En 2017, la maison STOULS constate que la société H8LI commercialise et promeut selon un argumentaire commercial proche de celui qu’elle déploie depuis plusieurs années, deux pantalons présentant de troublantes ressemblances avec sa pièce iconique.

La société STOULS assigne alors sa concurrente en contrefaçon de droits d’auteur et concurrence déloyale et parasitaire.
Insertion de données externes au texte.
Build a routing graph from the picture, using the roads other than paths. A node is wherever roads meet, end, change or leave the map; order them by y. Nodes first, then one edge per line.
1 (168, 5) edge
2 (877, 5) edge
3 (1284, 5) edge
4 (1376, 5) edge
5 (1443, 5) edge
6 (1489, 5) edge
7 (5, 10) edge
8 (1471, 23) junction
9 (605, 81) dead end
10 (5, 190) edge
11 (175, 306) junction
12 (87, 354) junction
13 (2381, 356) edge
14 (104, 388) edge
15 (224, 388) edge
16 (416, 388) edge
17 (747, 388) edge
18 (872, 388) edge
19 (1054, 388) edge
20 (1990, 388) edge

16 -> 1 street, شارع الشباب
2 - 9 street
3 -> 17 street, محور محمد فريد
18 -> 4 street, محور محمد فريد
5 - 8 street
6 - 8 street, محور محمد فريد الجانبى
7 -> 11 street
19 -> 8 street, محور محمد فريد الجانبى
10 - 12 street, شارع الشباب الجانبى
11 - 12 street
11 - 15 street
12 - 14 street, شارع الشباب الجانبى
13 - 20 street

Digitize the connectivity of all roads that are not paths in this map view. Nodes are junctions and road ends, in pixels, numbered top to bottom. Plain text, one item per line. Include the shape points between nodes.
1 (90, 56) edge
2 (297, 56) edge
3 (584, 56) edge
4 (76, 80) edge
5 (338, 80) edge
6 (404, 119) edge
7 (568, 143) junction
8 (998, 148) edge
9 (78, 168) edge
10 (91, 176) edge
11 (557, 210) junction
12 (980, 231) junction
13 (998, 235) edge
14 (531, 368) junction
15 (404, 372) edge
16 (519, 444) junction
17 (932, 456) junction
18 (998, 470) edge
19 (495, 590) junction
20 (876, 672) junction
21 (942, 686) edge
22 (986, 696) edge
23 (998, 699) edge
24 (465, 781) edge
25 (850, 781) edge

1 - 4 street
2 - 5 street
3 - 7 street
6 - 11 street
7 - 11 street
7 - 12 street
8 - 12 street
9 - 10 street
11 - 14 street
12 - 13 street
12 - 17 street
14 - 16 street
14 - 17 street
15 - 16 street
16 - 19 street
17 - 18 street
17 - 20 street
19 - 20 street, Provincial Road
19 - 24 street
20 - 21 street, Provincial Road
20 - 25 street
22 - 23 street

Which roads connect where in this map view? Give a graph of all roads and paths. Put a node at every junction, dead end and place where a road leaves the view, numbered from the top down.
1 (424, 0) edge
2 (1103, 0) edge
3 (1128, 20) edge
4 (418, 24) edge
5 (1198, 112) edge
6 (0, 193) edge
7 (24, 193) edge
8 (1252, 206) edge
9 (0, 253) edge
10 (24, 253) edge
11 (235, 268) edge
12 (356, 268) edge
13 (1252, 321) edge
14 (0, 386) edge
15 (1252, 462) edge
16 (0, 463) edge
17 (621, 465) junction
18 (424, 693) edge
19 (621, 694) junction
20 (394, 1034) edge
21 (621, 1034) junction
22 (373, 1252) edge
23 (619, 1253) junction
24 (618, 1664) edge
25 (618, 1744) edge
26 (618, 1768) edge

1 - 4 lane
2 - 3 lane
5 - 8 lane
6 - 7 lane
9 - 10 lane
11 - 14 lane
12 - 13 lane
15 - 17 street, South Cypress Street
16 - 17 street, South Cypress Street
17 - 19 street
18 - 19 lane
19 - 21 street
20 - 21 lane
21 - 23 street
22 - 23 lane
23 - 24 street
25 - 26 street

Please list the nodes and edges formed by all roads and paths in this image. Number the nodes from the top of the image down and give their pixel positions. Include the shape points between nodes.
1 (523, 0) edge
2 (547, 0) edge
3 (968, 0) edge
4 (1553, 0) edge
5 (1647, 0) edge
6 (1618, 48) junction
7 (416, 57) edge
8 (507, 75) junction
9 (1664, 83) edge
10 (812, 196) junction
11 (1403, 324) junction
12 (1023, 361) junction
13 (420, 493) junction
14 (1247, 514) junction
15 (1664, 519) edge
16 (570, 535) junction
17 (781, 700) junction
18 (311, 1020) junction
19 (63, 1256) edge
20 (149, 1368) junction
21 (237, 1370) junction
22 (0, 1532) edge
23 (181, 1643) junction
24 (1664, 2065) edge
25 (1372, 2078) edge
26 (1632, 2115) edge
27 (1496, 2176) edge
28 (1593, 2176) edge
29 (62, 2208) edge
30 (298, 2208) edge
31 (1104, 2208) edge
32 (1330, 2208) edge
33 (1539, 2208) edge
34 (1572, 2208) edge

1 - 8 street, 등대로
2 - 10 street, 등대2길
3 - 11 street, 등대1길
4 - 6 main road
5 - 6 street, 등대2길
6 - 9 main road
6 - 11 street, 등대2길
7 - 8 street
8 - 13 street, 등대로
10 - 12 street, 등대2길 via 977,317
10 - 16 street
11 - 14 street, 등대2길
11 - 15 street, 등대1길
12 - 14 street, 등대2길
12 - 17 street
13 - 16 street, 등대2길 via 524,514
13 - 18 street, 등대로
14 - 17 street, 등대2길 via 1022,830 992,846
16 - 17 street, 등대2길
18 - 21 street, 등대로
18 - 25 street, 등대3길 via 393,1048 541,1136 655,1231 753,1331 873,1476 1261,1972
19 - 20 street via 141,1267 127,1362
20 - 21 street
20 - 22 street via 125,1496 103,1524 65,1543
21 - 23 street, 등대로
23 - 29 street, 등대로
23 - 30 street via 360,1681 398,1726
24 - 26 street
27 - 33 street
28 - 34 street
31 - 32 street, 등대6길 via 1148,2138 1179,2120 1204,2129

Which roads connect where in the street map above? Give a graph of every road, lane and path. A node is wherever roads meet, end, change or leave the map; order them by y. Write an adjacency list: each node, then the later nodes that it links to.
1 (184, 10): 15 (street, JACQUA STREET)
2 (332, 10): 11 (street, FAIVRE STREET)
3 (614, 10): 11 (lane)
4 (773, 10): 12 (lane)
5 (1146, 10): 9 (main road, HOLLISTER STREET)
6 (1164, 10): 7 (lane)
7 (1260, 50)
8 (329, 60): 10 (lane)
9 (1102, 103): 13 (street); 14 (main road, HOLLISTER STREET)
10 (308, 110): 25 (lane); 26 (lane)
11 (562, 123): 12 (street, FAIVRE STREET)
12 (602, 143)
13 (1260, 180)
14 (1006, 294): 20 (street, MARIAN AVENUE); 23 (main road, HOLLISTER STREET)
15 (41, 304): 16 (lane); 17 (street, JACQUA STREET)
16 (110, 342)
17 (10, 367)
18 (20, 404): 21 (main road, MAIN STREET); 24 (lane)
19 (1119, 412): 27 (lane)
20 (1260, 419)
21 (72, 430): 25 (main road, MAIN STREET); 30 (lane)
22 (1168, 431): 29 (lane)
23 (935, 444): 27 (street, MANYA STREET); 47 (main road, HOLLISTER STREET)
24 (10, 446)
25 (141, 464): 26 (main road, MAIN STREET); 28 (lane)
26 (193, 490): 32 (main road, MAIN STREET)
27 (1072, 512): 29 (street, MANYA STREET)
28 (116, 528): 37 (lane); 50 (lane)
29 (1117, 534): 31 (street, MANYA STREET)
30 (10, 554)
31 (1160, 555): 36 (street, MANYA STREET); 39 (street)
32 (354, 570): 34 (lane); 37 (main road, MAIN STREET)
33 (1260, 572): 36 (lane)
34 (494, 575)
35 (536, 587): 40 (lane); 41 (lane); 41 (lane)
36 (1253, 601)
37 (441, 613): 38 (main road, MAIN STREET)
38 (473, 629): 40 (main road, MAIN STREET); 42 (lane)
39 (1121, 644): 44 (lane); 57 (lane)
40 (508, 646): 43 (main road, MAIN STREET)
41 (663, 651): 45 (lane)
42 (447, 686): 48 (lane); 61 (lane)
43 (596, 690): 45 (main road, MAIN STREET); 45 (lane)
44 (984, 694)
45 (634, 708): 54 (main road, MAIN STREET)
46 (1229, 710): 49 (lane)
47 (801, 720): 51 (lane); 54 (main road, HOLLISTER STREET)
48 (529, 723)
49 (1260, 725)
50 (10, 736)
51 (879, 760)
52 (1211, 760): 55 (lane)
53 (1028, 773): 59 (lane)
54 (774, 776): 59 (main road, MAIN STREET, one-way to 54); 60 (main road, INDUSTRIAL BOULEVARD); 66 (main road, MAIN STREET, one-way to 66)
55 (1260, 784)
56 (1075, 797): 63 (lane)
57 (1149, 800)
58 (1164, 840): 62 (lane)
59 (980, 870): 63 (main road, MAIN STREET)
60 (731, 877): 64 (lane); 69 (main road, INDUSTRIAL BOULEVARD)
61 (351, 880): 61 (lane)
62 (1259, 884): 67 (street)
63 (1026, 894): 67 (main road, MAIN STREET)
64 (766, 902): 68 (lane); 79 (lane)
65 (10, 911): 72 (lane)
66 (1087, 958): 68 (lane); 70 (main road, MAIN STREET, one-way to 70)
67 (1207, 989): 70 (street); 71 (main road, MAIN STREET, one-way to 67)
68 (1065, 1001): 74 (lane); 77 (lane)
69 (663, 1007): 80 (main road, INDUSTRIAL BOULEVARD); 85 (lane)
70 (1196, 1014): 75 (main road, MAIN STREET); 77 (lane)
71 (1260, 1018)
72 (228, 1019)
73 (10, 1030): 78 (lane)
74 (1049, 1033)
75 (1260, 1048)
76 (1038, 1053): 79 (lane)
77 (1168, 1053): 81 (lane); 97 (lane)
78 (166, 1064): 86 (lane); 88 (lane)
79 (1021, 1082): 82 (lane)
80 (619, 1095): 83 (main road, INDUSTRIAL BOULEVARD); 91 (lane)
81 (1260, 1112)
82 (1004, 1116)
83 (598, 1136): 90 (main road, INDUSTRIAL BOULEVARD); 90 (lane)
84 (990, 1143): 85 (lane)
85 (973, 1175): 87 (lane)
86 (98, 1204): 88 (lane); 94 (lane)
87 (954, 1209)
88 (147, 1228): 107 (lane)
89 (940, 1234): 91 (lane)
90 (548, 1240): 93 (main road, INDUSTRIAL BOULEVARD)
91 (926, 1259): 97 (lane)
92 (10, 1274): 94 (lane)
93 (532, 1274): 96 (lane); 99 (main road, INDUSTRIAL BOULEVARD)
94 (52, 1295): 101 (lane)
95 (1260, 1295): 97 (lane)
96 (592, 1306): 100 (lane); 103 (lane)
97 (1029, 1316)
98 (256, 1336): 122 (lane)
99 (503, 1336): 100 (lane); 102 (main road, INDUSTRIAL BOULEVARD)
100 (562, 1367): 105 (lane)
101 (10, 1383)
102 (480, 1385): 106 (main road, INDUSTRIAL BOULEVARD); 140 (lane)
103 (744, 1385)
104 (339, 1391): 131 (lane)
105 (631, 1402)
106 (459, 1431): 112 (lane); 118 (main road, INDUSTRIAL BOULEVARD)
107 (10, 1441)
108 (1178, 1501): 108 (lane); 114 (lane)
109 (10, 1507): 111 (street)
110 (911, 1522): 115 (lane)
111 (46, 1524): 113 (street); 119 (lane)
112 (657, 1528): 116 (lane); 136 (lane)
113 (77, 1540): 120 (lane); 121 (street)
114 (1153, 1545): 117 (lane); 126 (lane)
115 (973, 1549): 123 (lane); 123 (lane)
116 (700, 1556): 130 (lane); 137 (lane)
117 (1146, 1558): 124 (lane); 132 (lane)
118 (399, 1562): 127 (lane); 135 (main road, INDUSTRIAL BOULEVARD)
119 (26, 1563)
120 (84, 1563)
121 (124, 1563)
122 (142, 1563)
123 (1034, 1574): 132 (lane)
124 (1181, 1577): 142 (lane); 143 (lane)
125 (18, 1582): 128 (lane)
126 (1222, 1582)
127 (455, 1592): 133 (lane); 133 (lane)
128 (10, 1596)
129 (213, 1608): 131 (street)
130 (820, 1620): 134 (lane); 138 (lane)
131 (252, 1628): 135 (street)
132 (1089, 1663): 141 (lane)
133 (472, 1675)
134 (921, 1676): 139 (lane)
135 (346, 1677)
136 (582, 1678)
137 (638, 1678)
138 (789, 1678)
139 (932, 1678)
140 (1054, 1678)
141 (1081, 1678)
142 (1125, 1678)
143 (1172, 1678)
Par jugement en date du 28 février 2020, le Tribunal judiciaire de Paris fait partiellement droit à ses demandes et considère que les agissements de la défenderesse caractérisent effectivement des actes de parasitisme.

La société H8LI forme un recours contre cette décision, donnant ainsi l’occasion à la Cour d’appel de Paris de rappeler selon quels critères une action en parasitisme doit être appréhendée.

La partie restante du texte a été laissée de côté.